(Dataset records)
━━━━━━━━━━━━━━━━━━━━

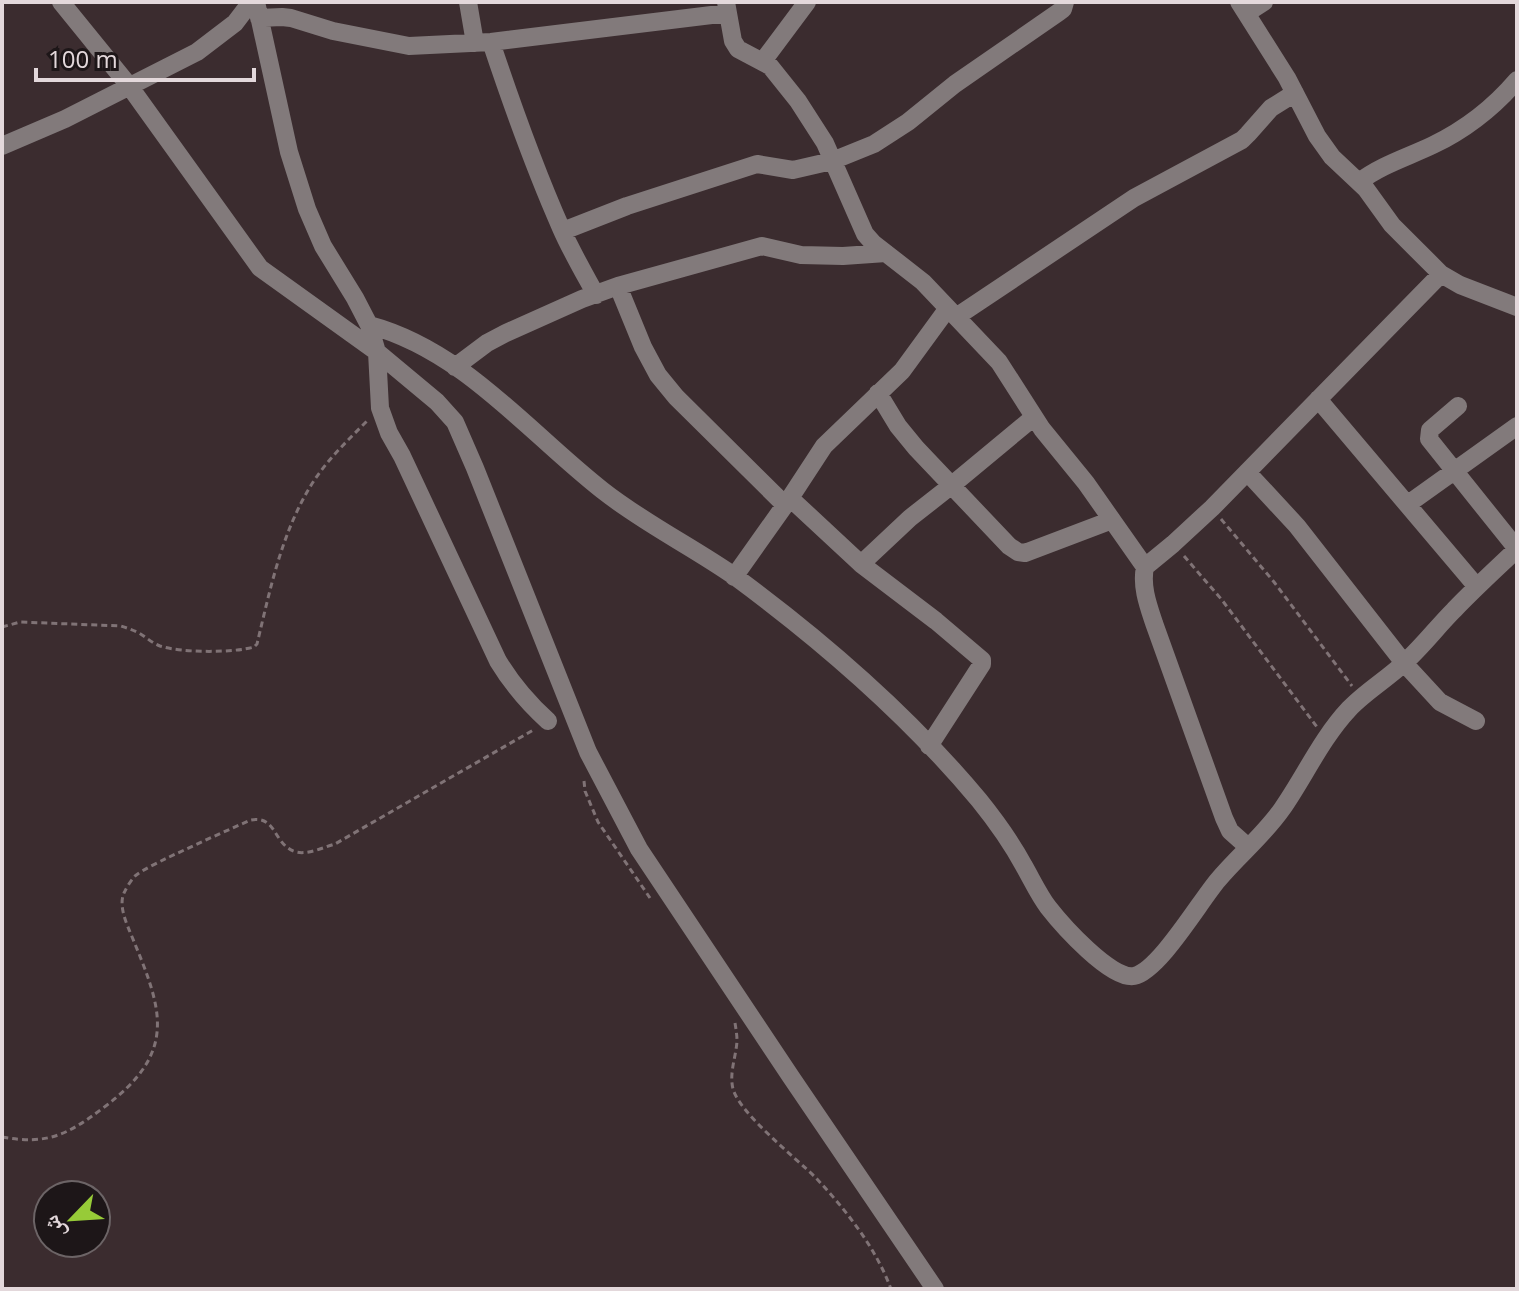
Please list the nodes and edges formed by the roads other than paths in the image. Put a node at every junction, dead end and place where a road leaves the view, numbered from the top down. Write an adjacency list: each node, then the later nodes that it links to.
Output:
1 (61, 2): 12 (street)
2 (468, 2): 9 (street)
3 (807, 2): 10 (street)
4 (1065, 2): 15 (street)
5 (1264, 2): 8 (street)
6 (255, 7): 9 (street); 12 (street); 24 (street)
7 (727, 8): 9 (street); 10 (street)
8 (1243, 8): 13 (street)
9 (483, 42): 17 (street)
10 (763, 61): 15 (street)
11 (1517, 80): 16 (street)
12 (130, 87): 14 (street); 25 (street)
13 (1295, 93): 16 (street); 23 (street)
14 (2, 146)
15 (832, 161): 17 (street); 18 (street)
16 (1359, 182): 19 (street)
17 (563, 231): 21 (street)
18 (886, 253): 20 (street); 23 (street)
19 (1441, 274): 22 (street); 28 (street)
20 (618, 286): 21 (street); 35 (street)
21 (596, 295): 26 (street)
22 (1517, 307)
23 (952, 312): 27 (street); 30 (street)
24 (369, 325): 25 (street); 26 (street)
25 (377, 352): 44 (street); 48 (street)
26 (455, 367): 41 (street)
27 (878, 393): 34 (street); 35 (street)
28 (1318, 399): 32 (street); 36 (street)
29 (1458, 406): 33 (street)
30 (1034, 417): 34 (street); 37 (street)
31 (1517, 426): 33 (street)
32 (1247, 472): 40 (street); 43 (street)
33 (1454, 472): 36 (street); 38 (street)
34 (952, 485): 37 (street); 39 (street)
35 (788, 501): 39 (street); 41 (street)
36 (1408, 504): 42 (street)
37 (1112, 520): 40 (street)
38 (1517, 549): 42 (street)
39 (861, 564): 46 (street)
40 (1145, 567): 47 (street)
41 (734, 577): 46 (street)
42 (1477, 587): 43 (street)
43 (1404, 663): 45 (street); 47 (street)
44 (548, 721)
45 (1476, 721)
46 (929, 746): 47 (street)
47 (1248, 847)
48 (935, 1289)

━━━━━━━━━━━━━━━━━━━━

| Exercise details |
Images stay out; the entries above are to be printed exactly.

| Response to the exercise |
Please list the nodes and edges formed by the roads other than paths in the image. Put a node at every junction, dead end and place where a road leaves the view, numbered from the top down. Write an adjacency list: each node, then the later nodes that it links to.
Output:
1 (61, 2): 12 (street)
2 (468, 2): 9 (street)
3 (807, 2): 10 (street)
4 (1065, 2): 15 (street)
5 (1264, 2): 8 (street)
6 (255, 7): 9 (street); 12 (street); 24 (street)
7 (727, 8): 9 (street); 10 (street)
8 (1243, 8): 13 (street)
9 (483, 42): 17 (street)
10 (763, 61): 15 (street)
11 (1517, 80): 16 (street)
12 (130, 87): 14 (street); 25 (street)
13 (1295, 93): 16 (street); 23 (street)
14 (2, 146)
15 (832, 161): 17 (street); 18 (street)
16 (1359, 182): 19 (street)
17 (563, 231): 21 (street)
18 (886, 253): 20 (street); 23 (street)
19 (1441, 274): 22 (street); 28 (street)
20 (618, 286): 21 (street); 35 (street)
21 (596, 295): 26 (street)
22 (1517, 307)
23 (952, 312): 27 (street); 30 (street)
24 (369, 325): 25 (street); 26 (street)
25 (377, 352): 44 (street); 48 (street)
26 (455, 367): 41 (street)
27 (878, 393): 34 (street); 35 (street)
28 (1318, 399): 32 (street); 36 (street)
29 (1458, 406): 33 (street)
30 (1034, 417): 34 (street); 37 (street)
31 (1517, 426): 33 (street)
32 (1247, 472): 40 (street); 43 (street)
33 (1454, 472): 36 (street); 38 (street)
34 (952, 485): 37 (street); 39 (street)
35 (788, 501): 39 (street); 41 (street)
36 (1408, 504): 42 (street)
37 (1112, 520): 40 (street)
38 (1517, 549): 42 (street)
39 (861, 564): 46 (street)
40 (1145, 567): 47 (street)
41 (734, 577): 46 (street)
42 (1477, 587): 43 (street)
43 (1404, 663): 45 (street); 47 (street)
44 (548, 721)
45 (1476, 721)
46 (929, 746): 47 (street)
47 (1248, 847)
48 (935, 1289)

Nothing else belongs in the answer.